(Collected data entries)
******

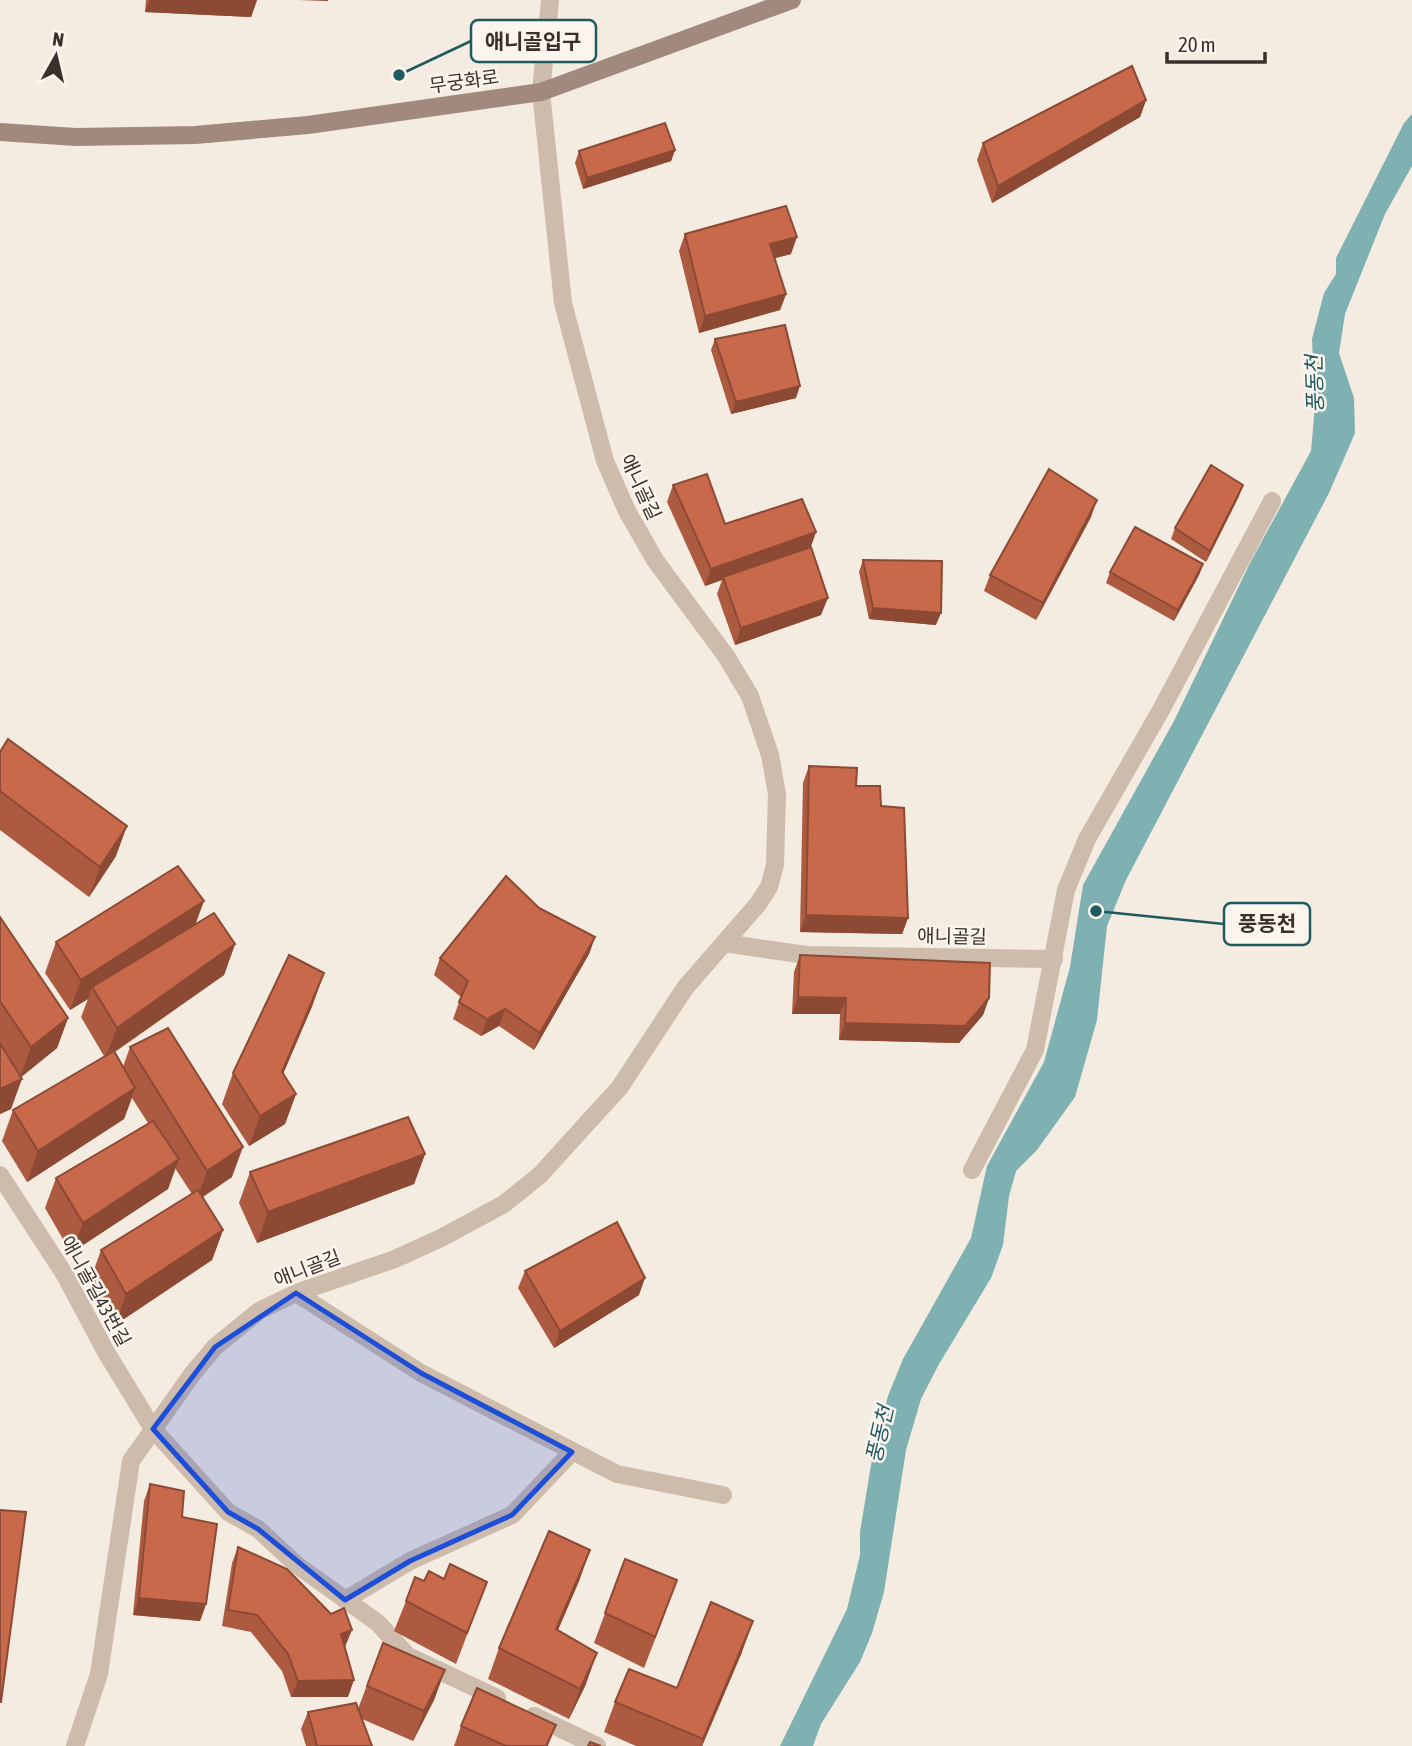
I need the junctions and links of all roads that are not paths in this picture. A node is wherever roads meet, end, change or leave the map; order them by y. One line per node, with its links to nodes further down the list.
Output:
1 (550, 0): 3 (street, 애니골길)
2 (793, 0): 3 (main road, 무궁화로)
3 (541, 92): 4 (main road, 무궁화로); 6 (street, 애니골길)
4 (0, 132)
5 (1272, 501): 7 (street)
6 (724, 943): 7 (street, 애니골길); 10 (street, 애니골길)
7 (1054, 959): 8 (street)
8 (972, 1170)
9 (0, 1175): 11 (street, 애니골길43번길)
10 (296, 1293): 11 (street, 애니골길); 12 (street)
11 (153, 1429): 14 (street, 애니골길43번길); 15 (street, 애니골길)
12 (572, 1452): 13 (street); 14 (street)
13 (723, 1495)
14 (345, 1600): 16 (street, 애니골길43번길)
15 (75, 1746)
16 (597, 1746)

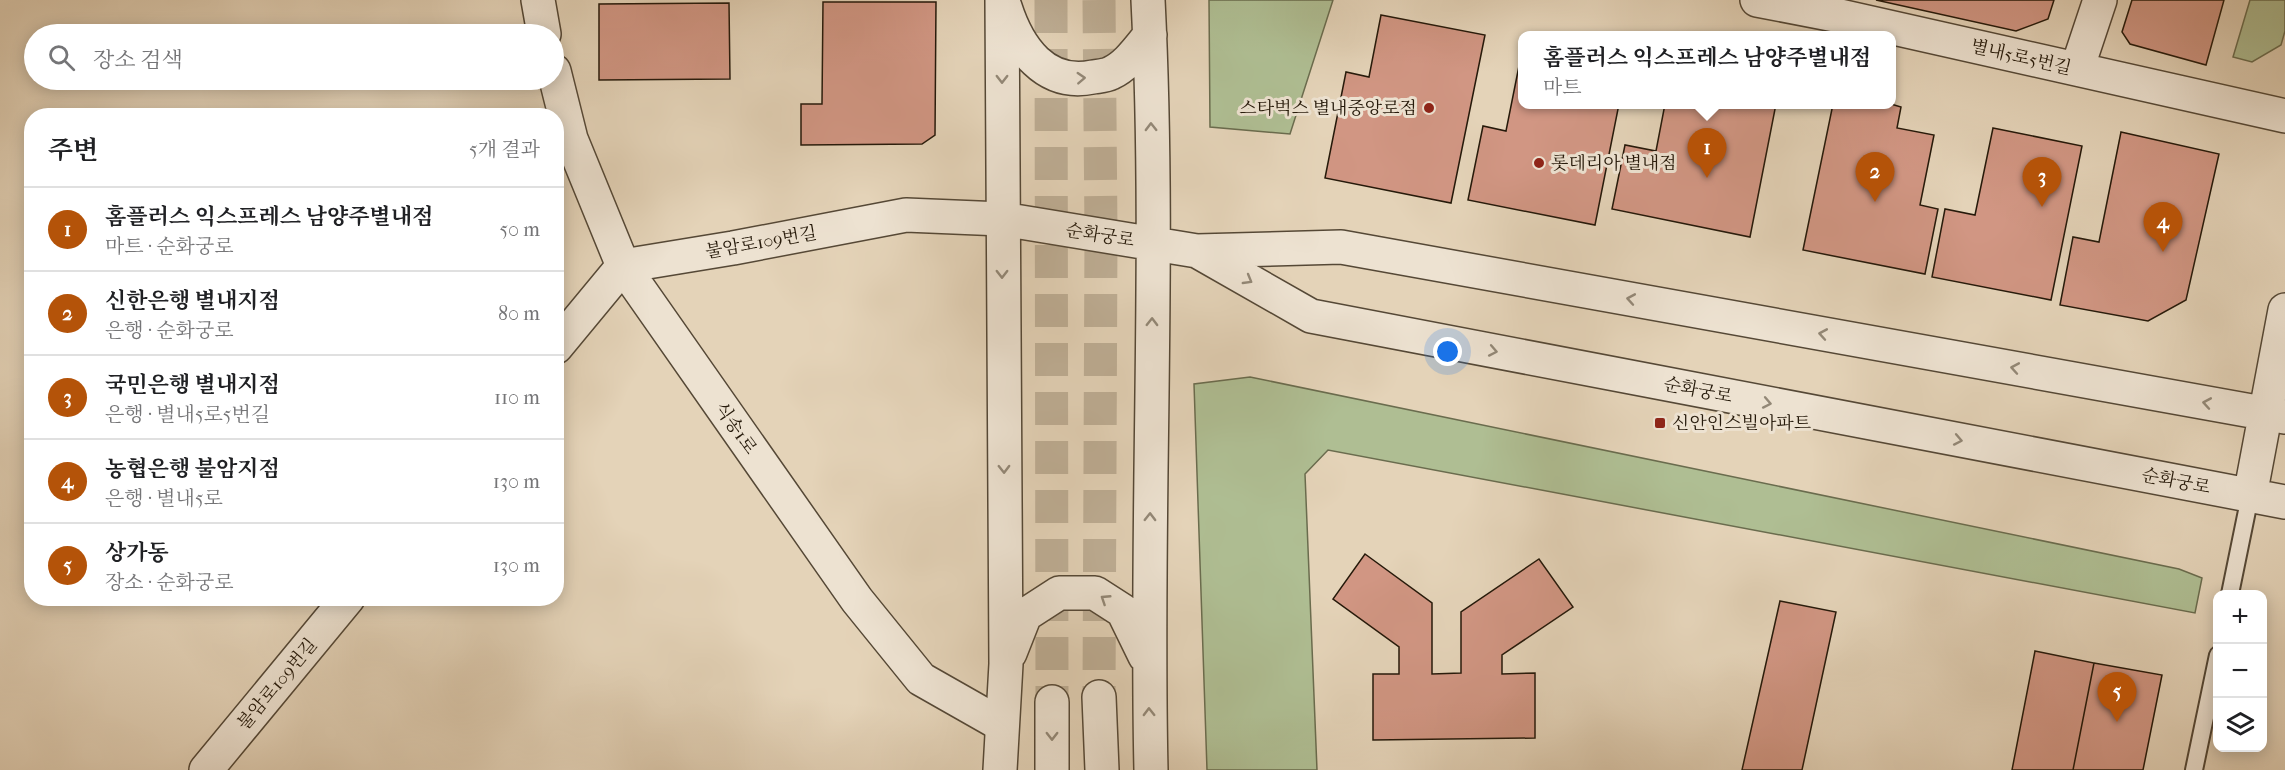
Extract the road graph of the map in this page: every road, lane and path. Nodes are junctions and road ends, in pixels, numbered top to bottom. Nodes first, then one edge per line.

******

Could you repeat the entries word for word, skipping the pictures they contain?

■ Exercise response:
I need the junctions and links of all roads that are not paths in this picture. A node is wherever roads meet, end, change or leave the map; order them by y. One line per node, with its links to nodes further down the list.
Output:
1 (550, 0): 3 (street, 애니골길)
2 (793, 0): 3 (main road, 무궁화로)
3 (541, 92): 4 (main road, 무궁화로); 6 (street, 애니골길)
4 (0, 132)
5 (1272, 501): 7 (street)
6 (724, 943): 7 (street, 애니골길); 10 (street, 애니골길)
7 (1054, 959): 8 (street)
8 (972, 1170)
9 (0, 1175): 11 (street, 애니골길43번길)
10 (296, 1293): 11 (street, 애니골길); 12 (street)
11 (153, 1429): 14 (street, 애니골길43번길); 15 (street, 애니골길)
12 (572, 1452): 13 (street); 14 (street)
13 (723, 1495)
14 (345, 1600): 16 (street, 애니골길43번길)
15 (75, 1746)
16 (597, 1746)

Extract the road graph of the map in this page: every road, lane and path. Nodes are junctions and road ends, in pixels, numbered top to bottom. Nodes first, then one edge per line.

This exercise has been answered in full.